Work to complete: An exact transcription of every entry is required, with the images left out.

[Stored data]
Content starts

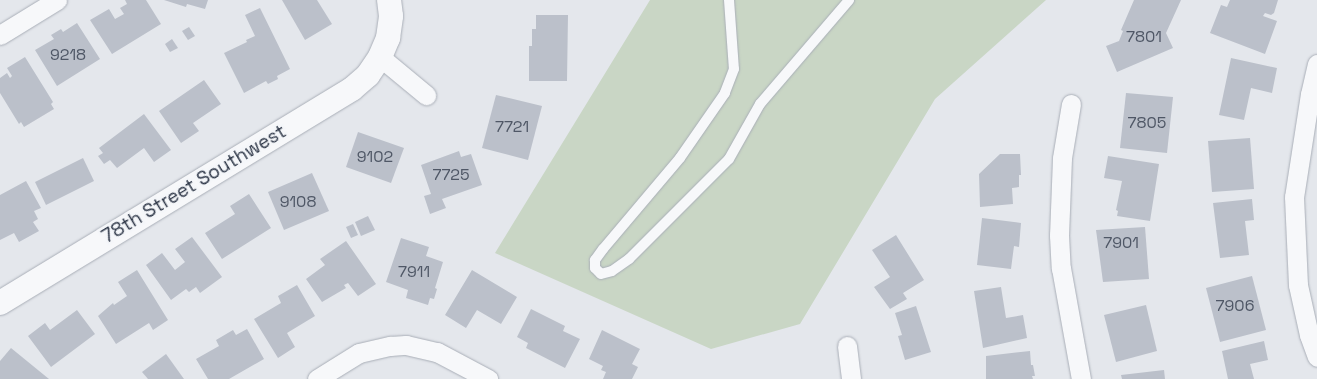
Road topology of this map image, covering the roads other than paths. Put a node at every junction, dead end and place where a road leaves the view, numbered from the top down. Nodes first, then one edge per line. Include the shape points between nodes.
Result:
1 (57, 0) edge
2 (389, 0) edge
3 (729, 0) edge
4 (848, 0) edge
5 (0, 35) edge
6 (380, 57) junction
7 (1317, 64) edge
8 (426, 94) dead end
9 (1071, 104) dead end
10 (0, 303) edge
11 (847, 346) dead end
12 (1317, 356) edge
13 (317, 379) edge
14 (488, 379) edge
15 (851, 379) edge
16 (1080, 379) edge

1 - 5 street
2 - 6 street, 78th Street Southwest via 388,38
3 - 4 lane via 734,69 725,93 680,158 603,249 595,268 601,274 612,271 629,259 729,159 760,104
6 - 8 street
6 - 10 street, 78th Street Southwest via 368,75 352,89
7 - 12 street via 1294,206 1298,285
9 - 16 street via 1062,158 1058,235
11 - 15 street
13 - 14 street via 359,353 406,345 437,352

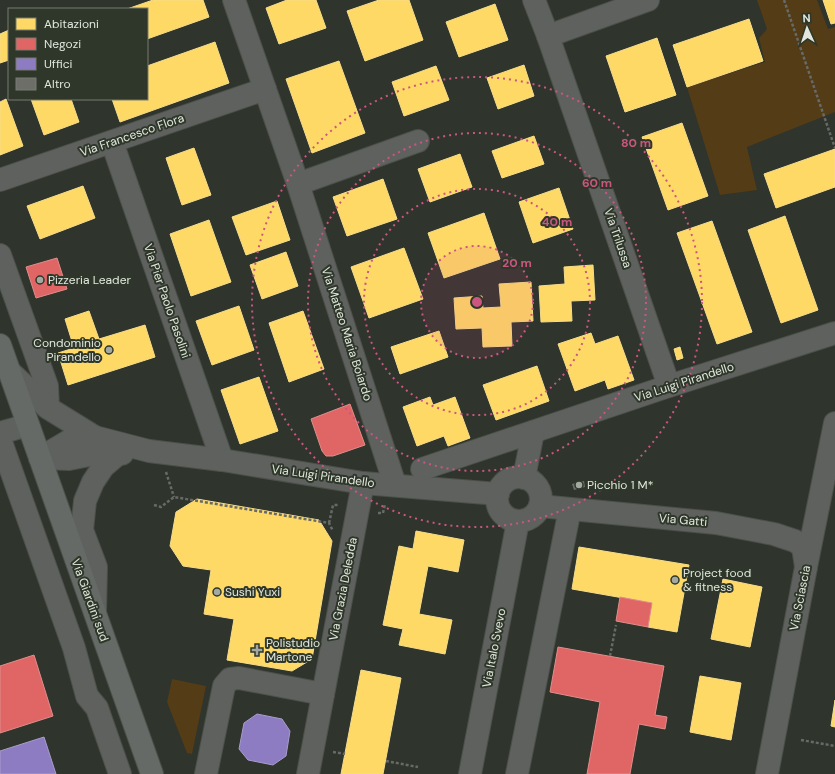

Content ends

Output:
Road topology of this map image, covering the roads other than paths. Put a node at every junction, dead end and place where a road leaves the view, numbered from the top down. Nodes first, then one edge per line. Include the shape points between nodes.
Result:
1 (57, 0) edge
2 (389, 0) edge
3 (729, 0) edge
4 (848, 0) edge
5 (0, 35) edge
6 (380, 57) junction
7 (1317, 64) edge
8 (426, 94) dead end
9 (1071, 104) dead end
10 (0, 303) edge
11 (847, 346) dead end
12 (1317, 356) edge
13 (317, 379) edge
14 (488, 379) edge
15 (851, 379) edge
16 (1080, 379) edge

1 - 5 street
2 - 6 street, 78th Street Southwest via 388,38
3 - 4 lane via 734,69 725,93 680,158 603,249 595,268 601,274 612,271 629,259 729,159 760,104
6 - 8 street
6 - 10 street, 78th Street Southwest via 368,75 352,89
7 - 12 street via 1294,206 1298,285
9 - 16 street via 1062,158 1058,235
11 - 15 street
13 - 14 street via 359,353 406,345 437,352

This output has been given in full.